## Work task:
Copy all lines containing the string "Surian" from the records below.

## Exercise inputs:

▬▬▬▬▬▬

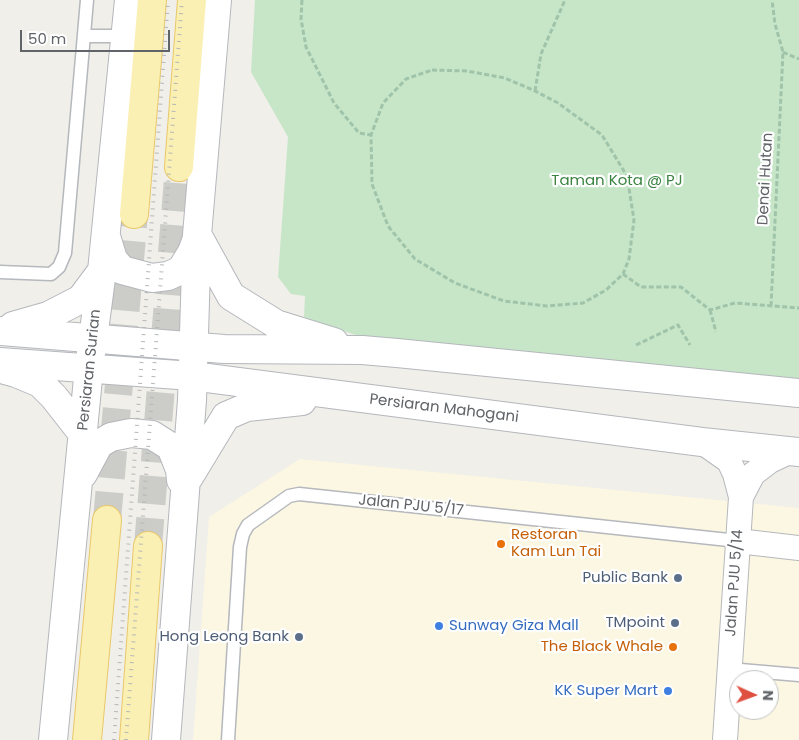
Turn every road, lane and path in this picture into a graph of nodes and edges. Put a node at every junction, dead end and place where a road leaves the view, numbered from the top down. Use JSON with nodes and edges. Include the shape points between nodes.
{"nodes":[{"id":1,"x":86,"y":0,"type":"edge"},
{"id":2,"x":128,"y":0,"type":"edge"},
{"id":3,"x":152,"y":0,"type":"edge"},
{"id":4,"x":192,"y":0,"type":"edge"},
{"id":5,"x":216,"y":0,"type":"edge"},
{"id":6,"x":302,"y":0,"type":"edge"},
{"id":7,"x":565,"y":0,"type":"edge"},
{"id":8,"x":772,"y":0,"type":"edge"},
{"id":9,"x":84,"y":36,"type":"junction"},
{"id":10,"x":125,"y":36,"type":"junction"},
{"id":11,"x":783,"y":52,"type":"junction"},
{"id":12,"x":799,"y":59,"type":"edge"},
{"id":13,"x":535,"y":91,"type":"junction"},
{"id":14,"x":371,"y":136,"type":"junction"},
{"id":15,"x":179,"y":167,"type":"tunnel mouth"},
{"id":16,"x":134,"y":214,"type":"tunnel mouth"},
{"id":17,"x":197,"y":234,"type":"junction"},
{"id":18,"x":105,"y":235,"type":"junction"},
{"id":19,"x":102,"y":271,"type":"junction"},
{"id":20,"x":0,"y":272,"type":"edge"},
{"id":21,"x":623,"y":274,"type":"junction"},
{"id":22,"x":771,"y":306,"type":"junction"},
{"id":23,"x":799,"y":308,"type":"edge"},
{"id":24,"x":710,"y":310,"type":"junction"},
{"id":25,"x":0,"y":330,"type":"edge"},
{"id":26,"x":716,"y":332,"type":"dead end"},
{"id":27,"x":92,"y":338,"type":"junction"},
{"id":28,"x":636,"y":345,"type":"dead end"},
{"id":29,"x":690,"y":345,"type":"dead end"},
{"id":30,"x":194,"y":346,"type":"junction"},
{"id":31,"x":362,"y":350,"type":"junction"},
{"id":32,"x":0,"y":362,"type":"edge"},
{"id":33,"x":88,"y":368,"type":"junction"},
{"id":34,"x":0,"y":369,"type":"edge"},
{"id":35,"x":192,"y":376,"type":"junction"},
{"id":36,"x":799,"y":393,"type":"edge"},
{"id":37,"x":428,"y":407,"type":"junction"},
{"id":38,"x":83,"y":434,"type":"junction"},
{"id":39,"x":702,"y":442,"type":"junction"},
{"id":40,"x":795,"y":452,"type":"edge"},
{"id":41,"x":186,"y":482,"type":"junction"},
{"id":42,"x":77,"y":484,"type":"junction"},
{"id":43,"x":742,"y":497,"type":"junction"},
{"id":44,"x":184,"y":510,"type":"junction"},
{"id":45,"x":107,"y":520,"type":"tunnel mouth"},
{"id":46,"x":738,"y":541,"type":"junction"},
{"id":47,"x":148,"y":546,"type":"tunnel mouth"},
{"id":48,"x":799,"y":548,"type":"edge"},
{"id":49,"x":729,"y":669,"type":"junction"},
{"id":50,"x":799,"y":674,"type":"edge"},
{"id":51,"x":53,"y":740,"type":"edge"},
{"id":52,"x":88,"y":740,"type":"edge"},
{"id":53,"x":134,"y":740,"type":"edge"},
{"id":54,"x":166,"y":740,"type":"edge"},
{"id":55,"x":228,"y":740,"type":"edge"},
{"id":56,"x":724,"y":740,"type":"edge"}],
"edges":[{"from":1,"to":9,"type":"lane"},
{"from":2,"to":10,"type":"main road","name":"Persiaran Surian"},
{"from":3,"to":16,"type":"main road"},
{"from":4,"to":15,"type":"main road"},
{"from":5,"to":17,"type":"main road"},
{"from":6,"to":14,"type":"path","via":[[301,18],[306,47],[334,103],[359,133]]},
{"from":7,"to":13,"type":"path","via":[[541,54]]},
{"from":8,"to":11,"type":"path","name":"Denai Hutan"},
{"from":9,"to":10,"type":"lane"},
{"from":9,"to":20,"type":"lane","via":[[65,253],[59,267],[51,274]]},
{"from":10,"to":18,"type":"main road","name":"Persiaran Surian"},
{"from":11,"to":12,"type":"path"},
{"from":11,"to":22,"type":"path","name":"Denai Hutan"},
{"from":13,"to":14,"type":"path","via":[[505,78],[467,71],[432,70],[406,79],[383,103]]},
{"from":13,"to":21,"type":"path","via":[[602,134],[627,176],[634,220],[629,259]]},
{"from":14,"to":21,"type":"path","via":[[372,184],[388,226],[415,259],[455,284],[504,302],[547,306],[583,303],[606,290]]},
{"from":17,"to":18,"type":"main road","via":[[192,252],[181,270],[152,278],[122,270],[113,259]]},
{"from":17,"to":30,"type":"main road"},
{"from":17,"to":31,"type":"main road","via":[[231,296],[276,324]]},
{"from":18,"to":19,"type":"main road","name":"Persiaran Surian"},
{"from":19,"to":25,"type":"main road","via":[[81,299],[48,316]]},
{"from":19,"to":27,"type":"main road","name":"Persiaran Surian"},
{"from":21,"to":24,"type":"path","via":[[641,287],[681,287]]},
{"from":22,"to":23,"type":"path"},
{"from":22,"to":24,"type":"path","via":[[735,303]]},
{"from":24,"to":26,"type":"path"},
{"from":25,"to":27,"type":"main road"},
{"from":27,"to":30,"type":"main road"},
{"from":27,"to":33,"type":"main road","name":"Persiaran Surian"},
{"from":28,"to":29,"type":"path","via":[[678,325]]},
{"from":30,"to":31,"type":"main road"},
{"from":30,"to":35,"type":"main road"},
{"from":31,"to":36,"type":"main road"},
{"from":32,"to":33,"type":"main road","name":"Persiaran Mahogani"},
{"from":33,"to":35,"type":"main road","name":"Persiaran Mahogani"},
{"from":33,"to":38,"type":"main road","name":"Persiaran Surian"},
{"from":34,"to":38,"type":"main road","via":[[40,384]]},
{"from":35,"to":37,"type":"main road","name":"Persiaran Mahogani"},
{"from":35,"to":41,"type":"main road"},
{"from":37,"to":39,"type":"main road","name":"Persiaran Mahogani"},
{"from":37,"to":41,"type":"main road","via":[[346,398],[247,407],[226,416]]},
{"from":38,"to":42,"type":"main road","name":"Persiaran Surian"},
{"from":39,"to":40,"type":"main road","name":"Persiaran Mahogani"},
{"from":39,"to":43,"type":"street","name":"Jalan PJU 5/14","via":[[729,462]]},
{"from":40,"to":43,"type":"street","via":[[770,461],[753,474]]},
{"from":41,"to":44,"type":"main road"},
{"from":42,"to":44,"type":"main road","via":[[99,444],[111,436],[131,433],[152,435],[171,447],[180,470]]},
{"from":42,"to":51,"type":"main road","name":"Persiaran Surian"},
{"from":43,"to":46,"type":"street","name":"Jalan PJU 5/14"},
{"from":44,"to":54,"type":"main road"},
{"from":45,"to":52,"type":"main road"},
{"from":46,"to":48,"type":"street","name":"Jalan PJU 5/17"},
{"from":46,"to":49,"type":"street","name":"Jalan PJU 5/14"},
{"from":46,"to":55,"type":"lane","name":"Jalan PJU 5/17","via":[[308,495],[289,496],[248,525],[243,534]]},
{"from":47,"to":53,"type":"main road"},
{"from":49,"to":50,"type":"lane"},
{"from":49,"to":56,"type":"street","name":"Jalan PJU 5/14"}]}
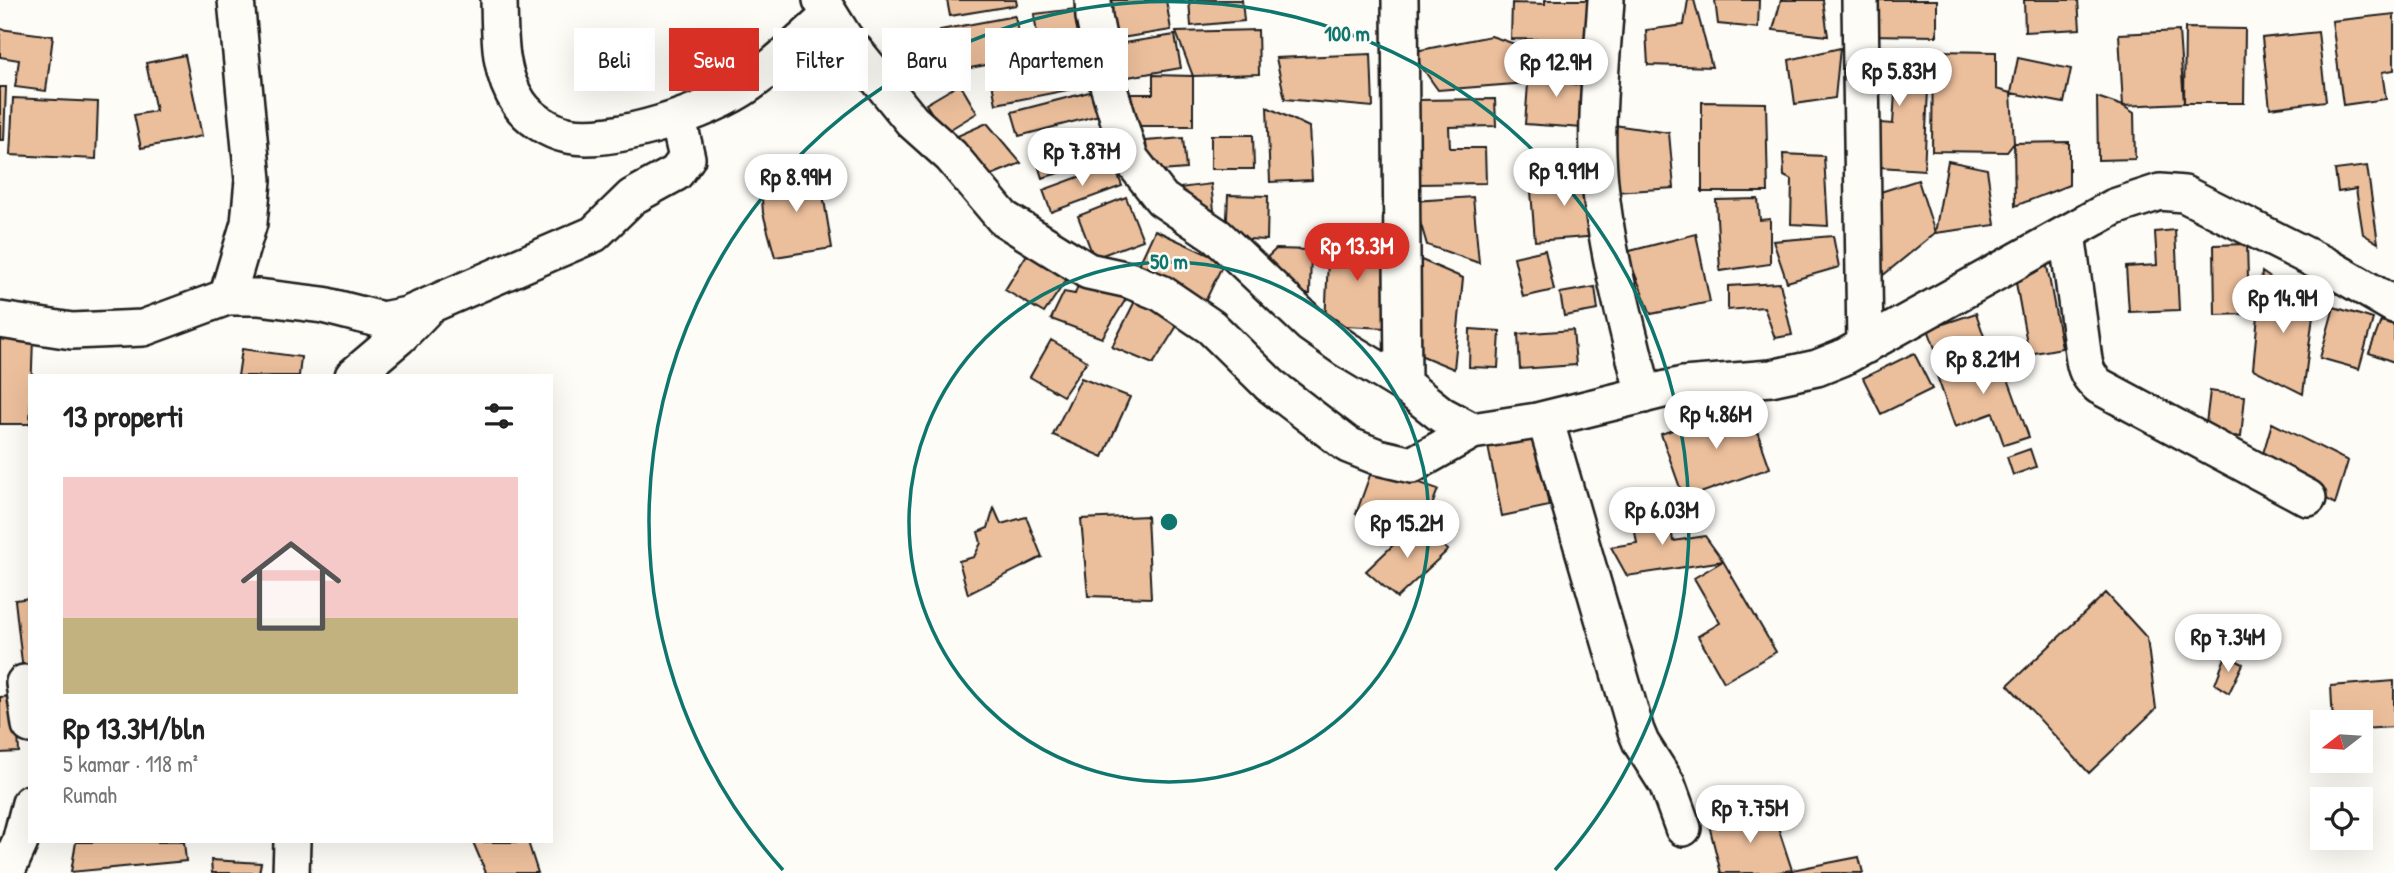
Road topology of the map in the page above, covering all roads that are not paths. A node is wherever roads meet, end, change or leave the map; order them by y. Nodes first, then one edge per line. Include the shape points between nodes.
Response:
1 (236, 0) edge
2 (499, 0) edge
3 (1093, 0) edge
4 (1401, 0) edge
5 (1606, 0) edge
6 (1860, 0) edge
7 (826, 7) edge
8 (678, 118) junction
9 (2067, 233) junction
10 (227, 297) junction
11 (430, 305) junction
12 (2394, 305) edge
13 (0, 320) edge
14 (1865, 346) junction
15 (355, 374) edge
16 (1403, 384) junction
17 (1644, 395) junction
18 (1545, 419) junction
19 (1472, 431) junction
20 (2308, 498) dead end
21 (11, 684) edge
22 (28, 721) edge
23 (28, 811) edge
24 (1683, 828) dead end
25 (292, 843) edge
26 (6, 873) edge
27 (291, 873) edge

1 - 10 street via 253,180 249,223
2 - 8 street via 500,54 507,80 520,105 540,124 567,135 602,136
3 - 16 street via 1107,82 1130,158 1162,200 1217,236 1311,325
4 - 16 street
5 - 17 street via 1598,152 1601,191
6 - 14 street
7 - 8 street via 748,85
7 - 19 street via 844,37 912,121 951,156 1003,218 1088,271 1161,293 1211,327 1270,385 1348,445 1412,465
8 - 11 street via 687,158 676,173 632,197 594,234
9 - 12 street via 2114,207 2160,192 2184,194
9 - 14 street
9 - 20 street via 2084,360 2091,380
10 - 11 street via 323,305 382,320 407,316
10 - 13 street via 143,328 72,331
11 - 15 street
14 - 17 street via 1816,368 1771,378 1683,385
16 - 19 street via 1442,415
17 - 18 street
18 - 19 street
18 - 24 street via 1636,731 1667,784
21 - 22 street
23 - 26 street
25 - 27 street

▬▬▬▬▬▬

## Solution to the exercise:
{"from":2,"to":10,"type":"main road","name":"Persiaran Surian"},
{"from":10,"to":18,"type":"main road","name":"Persiaran Surian"},
{"from":18,"to":19,"type":"main road","name":"Persiaran Surian"},
{"from":19,"to":27,"type":"main road","name":"Persiaran Surian"},
{"from":27,"to":33,"type":"main road","name":"Persiaran Surian"},
{"from":33,"to":38,"type":"main road","name":"Persiaran Surian"},
{"from":38,"to":42,"type":"main road","name":"Persiaran Surian"},
{"from":42,"to":51,"type":"main road","name":"Persiaran Surian"},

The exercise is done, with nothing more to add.